2010-11-15T10:04:00Z

Feature selection is an important step for practical commercial data mining which is often characterised by data sets with far too many variables for model building. There are two main approaches to selecting the features (variables) we will use for the analysis: the minimal-optimal feature selection which identifies a small (ideally minimal) set of variables that gives the best possible classification result (for a class of classification models) and the all-relevant feature selection which identifies all variables that are in some circumstances relevant for the classification.

In this article we take a first look at the problem of all-relevant feature selection using the Boruta package by Miron B. Kursa and Witold R. Rudnicki.
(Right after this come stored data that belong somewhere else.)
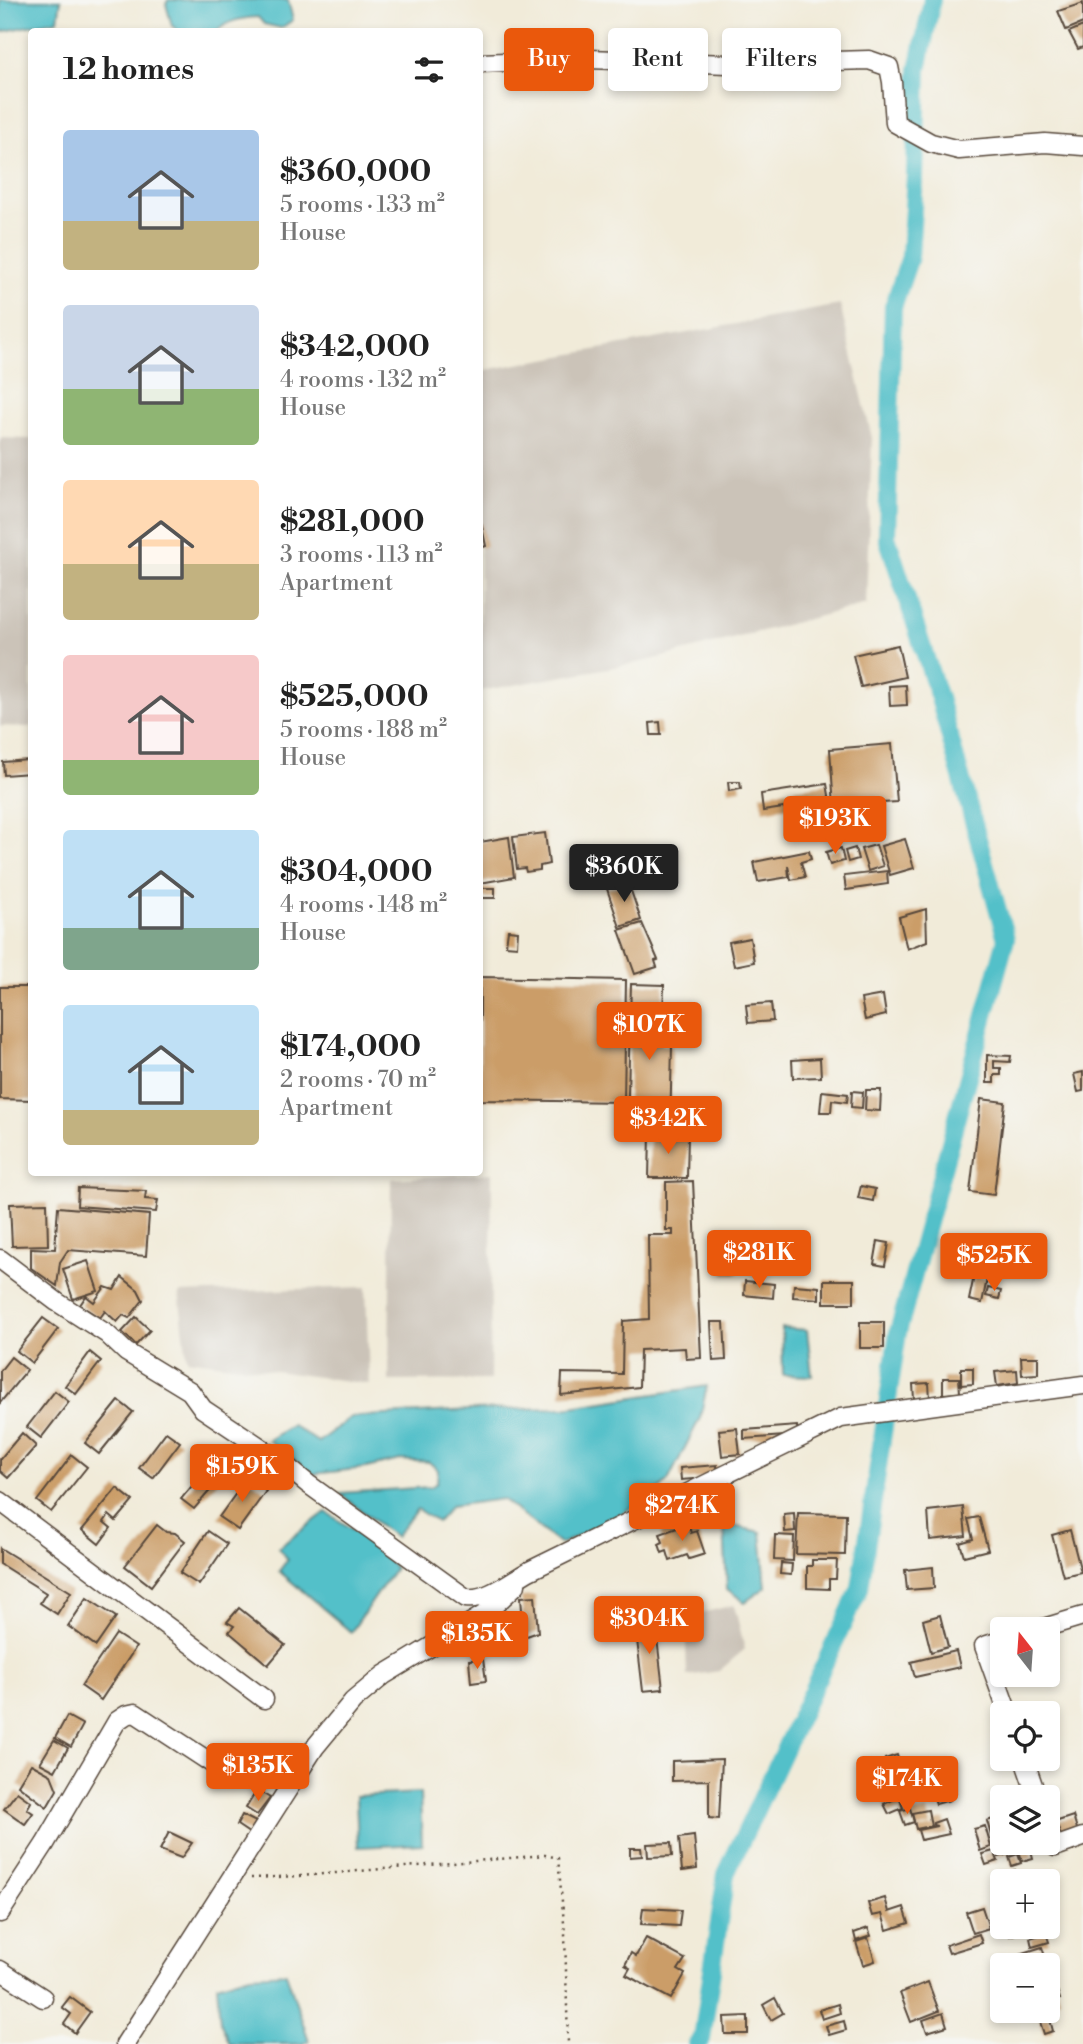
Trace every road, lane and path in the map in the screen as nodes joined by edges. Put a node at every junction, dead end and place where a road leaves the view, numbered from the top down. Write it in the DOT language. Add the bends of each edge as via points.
graph roads {
  1 [pos="483,63"];
  2 [pos="1083,146"];
  3 [pos="0,1259"];
  4 [pos="1083,1385"];
  5 [pos="0,1501"];
  6 [pos="528,1571"];
  7 [pos="1083,1616"];
  8 [pos="1060,1623"];
  9 [pos="990,1644"];
  10 [pos="990,1663"];
  11 [pos="264,1699"];
  12 [pos="219,1768"];
  13 [pos="1083,1837"];
  14 [pos="1060,1845"];
  15 [pos="230,1878"];
  16 [pos="0,1913"];
  17 [pos="0,1970"];
  18 [pos="43,1998"];
  19 [pos="125,2044"];
  20 [pos="568,2044"];
  1 -- 2 [label="street" via="869,60 889,67 895,123 931,144 960,150 1045,143"];
  3 -- 6 [label="street" via="107,1334 125,1352 190,1391 203,1409 466,1598 485,1595"];
  4 -- 6 [label="street" via="841,1418"];
  5 -- 11 [label="street"];
  6 -- 15 [label="street" via="485,1614 384,1675 353,1701 315,1747"];
  7 -- 8 [label="street"];
  9 -- 10 [label="street" via="984,1646"];
  12 -- 16 [label="street" via="135,1713 117,1720"];
  13 -- 14 [label="street"];
  15 -- 19 [label="street"];
  15 -- 20 [label="path" via="545,1855 558,1858"];
  17 -- 18 [label="street"];
}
This package is developed for the R statistical computing and analysis platform.

Background

All-relevant feature selection is extremely useful for commercial data miners. We deploy it when we want to understand the mechanisms behind the behaviour or subject of interest, rather than just building a black-box predictive model. This understanding leads us to a better appreciation of our customers (or other subject under investigation) and not just how, but why they behave as they do, which is useful for all areas of the business, including strategy and product development. More narrowly, it also help us define the variables that we want to observe which is what will really make a difference in our ability to predict behaviour (as opposed to, say, run the data mining application a little longer).

I really like the theoretical approach that the Boruta package tries to implement. It is based on the more general idea that by adding randomness to a system and then collecting results from random samples of the bigger system, one can actually reduce the misleading impact of randomness in the original sample.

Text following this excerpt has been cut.